Someone has to win the 1.4 billion dollar Powerball jackpot, right?

The idea of winning the lottery makes you happy

 

Did you buy a Powerball Lottery ticket? With a jackpot of 1.4 billion dollars for tomorrow’s Powerball Lottery drawing, record numbers of people are frenetically purchasing record numbers of tickets. For some, it is mere entertainment – an insignificant amount of income spent on an intangible pleasure, not much different from reading a novel. For others, it represents a bad investment and a completely irrational allocation of much-needed money. Evolution is not helping us. Here are a few of the hard-wired cognitive tendencies that keep the lottery alive and well:

Here are a few of the non-rational cognitive tendencies, most of them visceral, that keep the lottery business alive and well:

Feeling poor psychological experience of poverty Feeling poor: The psychological experience of poverty increases the attractiveness of lotteries, and in this group, it is not harmless. Poor people spend a much greater percentage of their income – income they very much need – on lottery tickets.

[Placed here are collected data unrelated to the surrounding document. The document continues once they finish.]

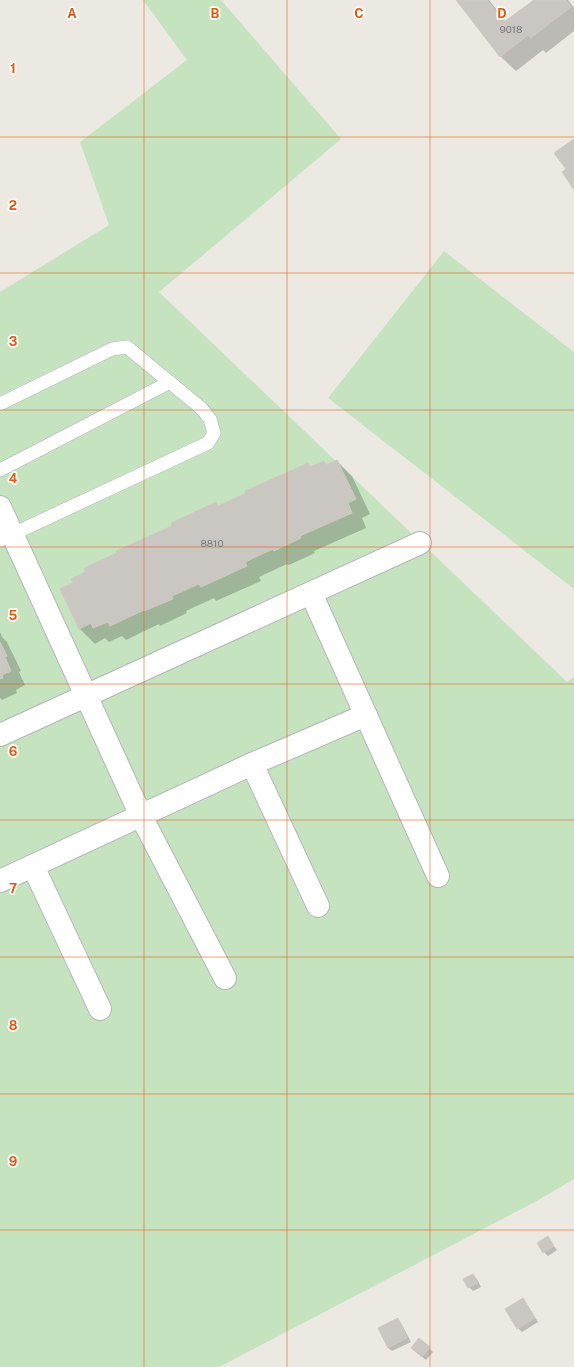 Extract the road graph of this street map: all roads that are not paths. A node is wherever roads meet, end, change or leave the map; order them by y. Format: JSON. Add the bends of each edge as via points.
{"nodes":[{"id":1,"x":170,"y":382,"type":"junction"},
{"id":2,"x":0,"y":404,"type":"edge"},
{"id":3,"x":0,"y":470,"type":"edge"},
{"id":4,"x":0,"y":507,"type":"edge"},
{"id":5,"x":7,"y":537,"type":"edge"},
{"id":6,"x":420,"y":543,"type":"dead end"},
{"id":7,"x":311,"y":593,"type":"junction"},
{"id":8,"x":87,"y":696,"type":"junction"},
{"id":9,"x":366,"y":715,"type":"junction"},
{"id":10,"x":0,"y":736,"type":"edge"},
{"id":11,"x":252,"y":764,"type":"junction"},
{"id":12,"x":141,"y":816,"type":"junction"},
{"id":13,"x":33,"y":866,"type":"junction"},
{"id":14,"x":438,"y":876,"type":"dead end"},
{"id":15,"x":0,"y":881,"type":"edge"},
{"id":16,"x":318,"y":906,"type":"dead end"},
{"id":17,"x":225,"y":978,"type":"dead end"},
{"id":18,"x":100,"y":1009,"type":"dead end"}],
"edges":[{"from":1,"to":2,"type":"lane","via":[[127,347],[112,349]]},
{"from":1,"to":3,"type":"lane"},
{"from":1,"to":5,"type":"lane","via":[[202,408],[210,419],[214,433],[208,443]]},
{"from":4,"to":5,"type":"street"},
{"from":5,"to":8,"type":"street"},
{"from":6,"to":7,"type":"street"},
{"from":7,"to":8,"type":"street"},
{"from":7,"to":9,"type":"street"},
{"from":8,"to":10,"type":"street"},
{"from":8,"to":12,"type":"street"},
{"from":9,"to":11,"type":"street"},
{"from":9,"to":14,"type":"street"},
{"from":11,"to":12,"type":"street"},
{"from":11,"to":16,"type":"street"},
{"from":12,"to":13,"type":"street"},
{"from":12,"to":17,"type":"street"},
{"from":13,"to":15,"type":"street"},
{"from":13,"to":18,"type":"street"}]} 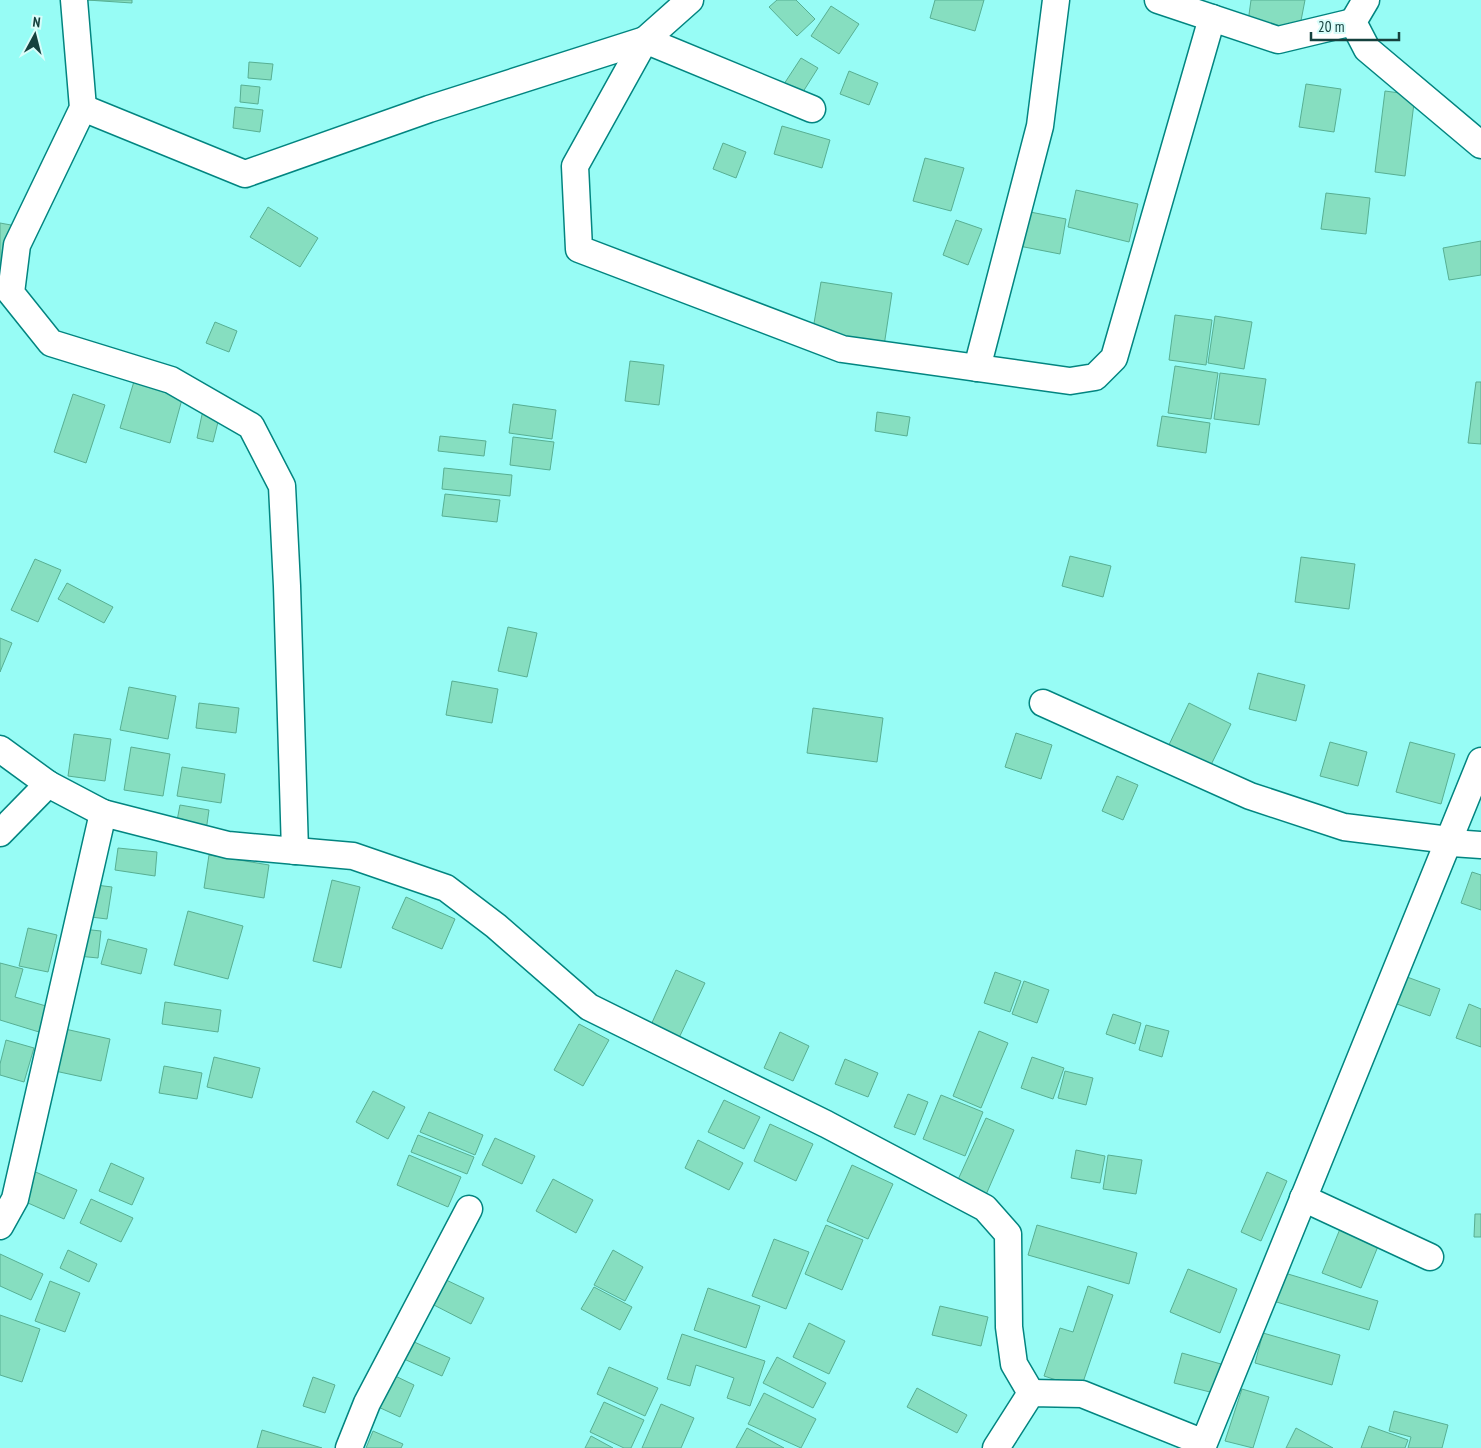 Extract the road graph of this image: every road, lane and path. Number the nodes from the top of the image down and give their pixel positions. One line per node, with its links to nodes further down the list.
1 (74, 0): 8 (street)
2 (690, 0): 7 (street)
3 (1056, 0): 11 (street)
4 (1158, 0): 6 (street)
5 (1359, 11): 6 (street); 10 (street)
6 (1212, 18): 11 (street)
7 (645, 40): 8 (street); 9 (street); 11 (street)
8 (83, 108): 20 (street)
9 (812, 109)
10 (1481, 145)
11 (977, 368)
12 (1043, 703): 18 (street)
13 (0, 749): 15 (street)
14 (1481, 762): 18 (street)
15 (48, 784): 16 (street); 17 (street)
16 (103, 812): 20 (street); 23 (street)
17 (0, 833)
18 (1449, 840): 19 (street); 21 (street)
19 (1481, 846)
20 (295, 851): 25 (street)
21 (1304, 1198): 24 (street); 26 (street)
22 (469, 1209): 27 (street)
23 (0, 1226)
24 (1430, 1257)
25 (1031, 1393): 26 (street); 28 (street)
26 (1209, 1445)
27 (349, 1448)
28 (996, 1448)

And in studies designed to specifically make people feel more poor (by anchoring questions about their income to an artificially inflated “baseline”), people who felt the most poor were also twice as likely to buy lottery tickets.

 

Anticipated regret: This is the idea that “someone has to win – why not you?” and imagining how you’d feel in a “near miss” situation. Near miss situations are illusions, of course, but consider this scenario. You’re watching the news, and you hear that the winning ticket was purchased in your state – at your local gas station on Monday night. Hey, you were there, filling the tank after work on that same Monday. If only you had bought a ticket – you very well might be holding the winning ticket instead of that other guy. This idea is so uncomfortable for some, that it compels them to buy, “just in case.”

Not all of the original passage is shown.